At a Glance
- Translated has released Lara 3, a translation AI trained through a new "learning by doing" method rather than pure imitation of human reference translations
- Lara 3 topped the blind WMT2025 benchmark, beating frontier models including Fable-5 and GPT-5.6 Sol, and runs roughly 23 times faster than Fable-5 at nearly four times the translation capacity per budget
- The release adds image, audio, and document translation across 72 file formats, plus pricing based solely on source characters translated
- Lara 3 is live for selected partners now, with public availability planned in the coming weeks
Translated has introduced Lara 3, the third generation of its Lara Translate AI, built on a training method the company calls learning by doing. The release is backed by 27 years of machine translation experience at Translated and represents what the company describes as the largest quality jump ever measured between two Lara generations.

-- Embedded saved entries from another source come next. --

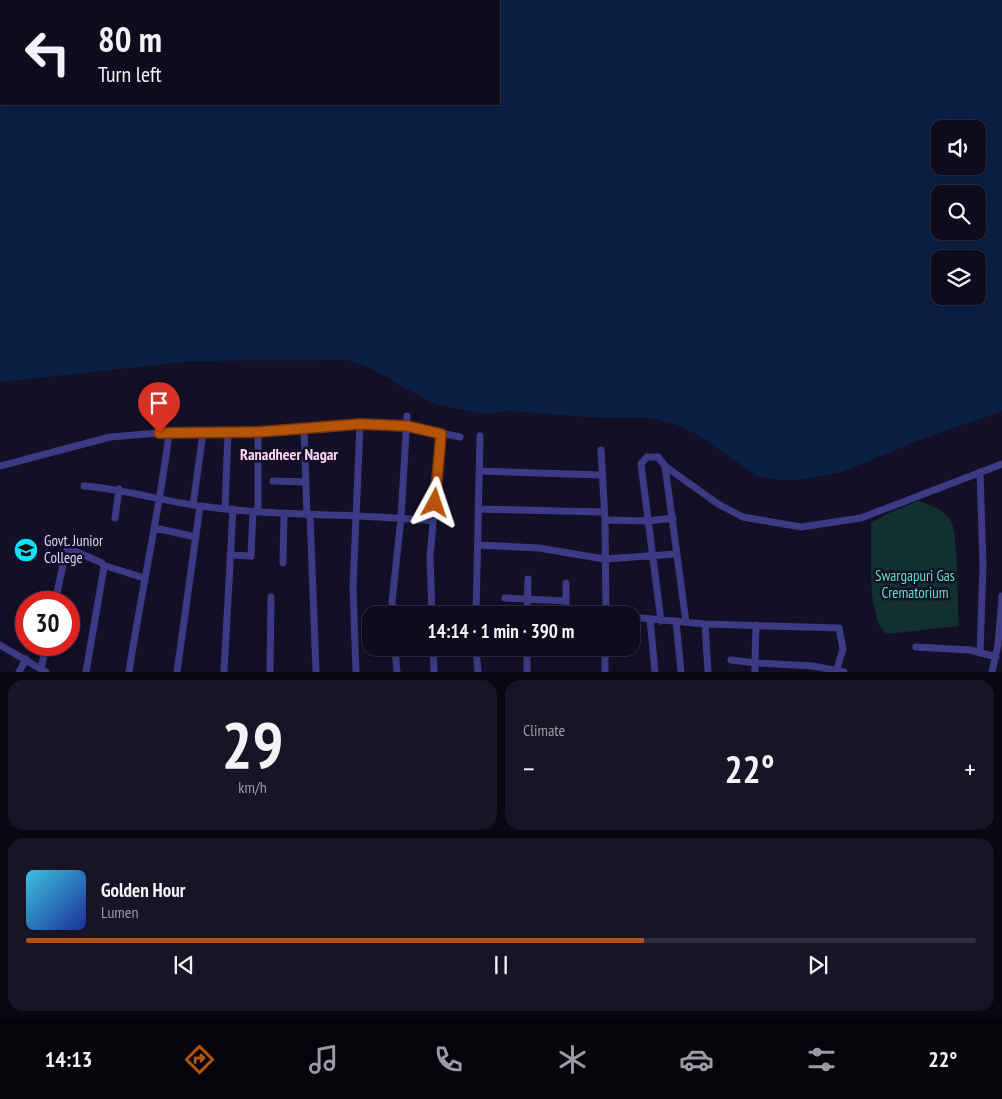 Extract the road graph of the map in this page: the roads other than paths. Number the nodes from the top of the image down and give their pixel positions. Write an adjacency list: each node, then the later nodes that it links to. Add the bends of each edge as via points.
1 (407, 416): 3 (street)
2 (360, 424): 3 (street); 4 (street); 31 (street)
3 (407, 426): 9 (street); 33 (street)
4 (304, 429): 5 (street); 20 (street)
5 (258, 432): 7 (street); 27 (street)
6 (203, 433): 7 (street); 8 (street); 24 (street)
7 (228, 433): 25 (street)
8 (169, 434): 14 (street, via 110,436); 23 (street)
9 (441, 434): 11 (street); 36 (street)
10 (480, 436): 16 (street)
11 (460, 437)
12 (601, 450): 18 (street)
13 (1002, 464): 17 (street)
14 (0, 466)
15 (666, 466): 17 (street, via 718,504 743,517 801,527 861,518); 34 (street); 37 (street, via 658,457 647,458 641,464)
16 (479, 471): 18 (street); 26 (street)
17 (980, 472): 72 (street, via 983,565)
18 (602, 475): 28 (street)
19 (273, 481): 20 (street)
20 (306, 482): 30 (street)
21 (84, 486): 22 (street)
22 (119, 489): 23 (street); 32 (street)
23 (161, 498): 24 (street); 38 (street)
24 (197, 505): 25 (street); 39 (street)
25 (229, 509): 27 (street); 42 (street)
26 (478, 509): 28 (street); 40 (street)
27 (255, 511): 29 (street); 42 (street, via 251,556)
28 (604, 512): 35 (street)
29 (284, 513): 30 (street); 45 (street)
30 (308, 515): 31 (street); 91 (street)
31 (355, 516): 33 (street); 92 (street)
32 (115, 518)
33 (401, 518): 36 (street); 56 (street)
34 (673, 518): 37 (street); 41 (street)
35 (605, 520): 37 (street); 44 (street)
36 (433, 521): 57 (street)
37 (648, 521): 43 (street)
38 (155, 528): 39 (street); 47 (street)
39 (196, 538): 88 (street)
40 (478, 545): 44 (street, via 539,548); 58 (street)
41 (677, 554): 43 (street); 66 (street)
42 (230, 555): 89 (street)
43 (653, 557): 44 (street); 64 (street)
44 (604, 559): 61 (street)
45 (283, 563)
46 (103, 565): 47 (street); 50 (street, via 70,549 66,551); 86 (street)
47 (144, 578): 87 (street)
48 (528, 579): 54 (street)
49 (566, 583): 55 (street)
50 (57, 591)
51 (1002, 596): 70 (street)
52 (271, 597): 90 (street)
53 (505, 598): 54 (street)
54 (526, 600): 55 (street); 59 (street)
55 (566, 600): 60 (street)
56 (392, 606)
57 (432, 606)
58 (476, 606)
59 (526, 606)
60 (566, 606)
61 (606, 606)
62 (640, 618): 63 (street)
63 (650, 620): 64 (street); 98 (street)
64 (661, 620): 65 (street)
65 (676, 621): 66 (street); 99 (street)
66 (686, 622): 67 (street)
67 (705, 624): 68 (street); 100 (street)
68 (756, 625): 82 (street); 84 (street, via 839,628 843,649)
69 (0, 645): 80 (street)
70 (1000, 645): 79 (street)
71 (916, 647): 72 (street)
72 (980, 652): 79 (street)
73 (45, 656): 83 (street)
74 (395, 656): 93 (street)
75 (433, 656): 94 (street)
76 (477, 656): 95 (street)
77 (527, 656): 96 (street)
78 (605, 656): 97 (street)
79 (996, 657): 102 (street)
80 (26, 659): 83 (street); 85 (street)
81 (732, 660): 82 (street)
82 (755, 663): 84 (street, via 813,666); 101 (street)
83 (43, 670)
84 (839, 671)
85 (19, 672)
86 (86, 672)
87 (129, 672)
88 (177, 672)
89 (224, 672)
90 (270, 672)
91 (316, 672)
92 (356, 672)
93 (396, 672)
94 (434, 672)
95 (478, 672)
96 (527, 672)
97 (605, 672)
98 (655, 672)
99 (681, 672)
100 (708, 672)
101 (756, 672)
102 (992, 672)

Breaking the Imitation Ceiling
Machine translation has moved through several technical eras, from rule-based systems to statistical translation to neural networks and, more recently, large language models. Despite the different underlying math, each generation shared the same limitation: models learned by imitating human reference translations, meaning quality was capped by whatever was in the training data. No dataset contains a perfect translation of every sentence in every context, so imitation alone could only go so far.
Lara 3 adds a step earlier systems lacked. During training, the model produces multiple variations of a translation, an automatic judge built from professional reviewer expertise scores each attempt against professional standards, and the model refines its output based on that feedback. Run across millions of sentences, that loop of exploration, judgment, and refinement lets the model learn what quality actually looks like in context, rather than memorizing a single reference answer per sentence.
Topping the Benchmarks
In blind human evaluations on the WMT2025 benchmark, which spans books, news, and real conversational text, Lara 3 finished first, ahead of frontier models including Fable-5 and GPT-5.6 Sol, and clearly ahead of Google and DeepL. Because the evaluations were blind, reviewers scored output without knowing which system produced it, so the result reflects quality rather than brand recognition. Lara 3 also led every domain tested across enterprise localization benchmarks in travel, technology, and finance, spanning all 21 language pairs evaluated.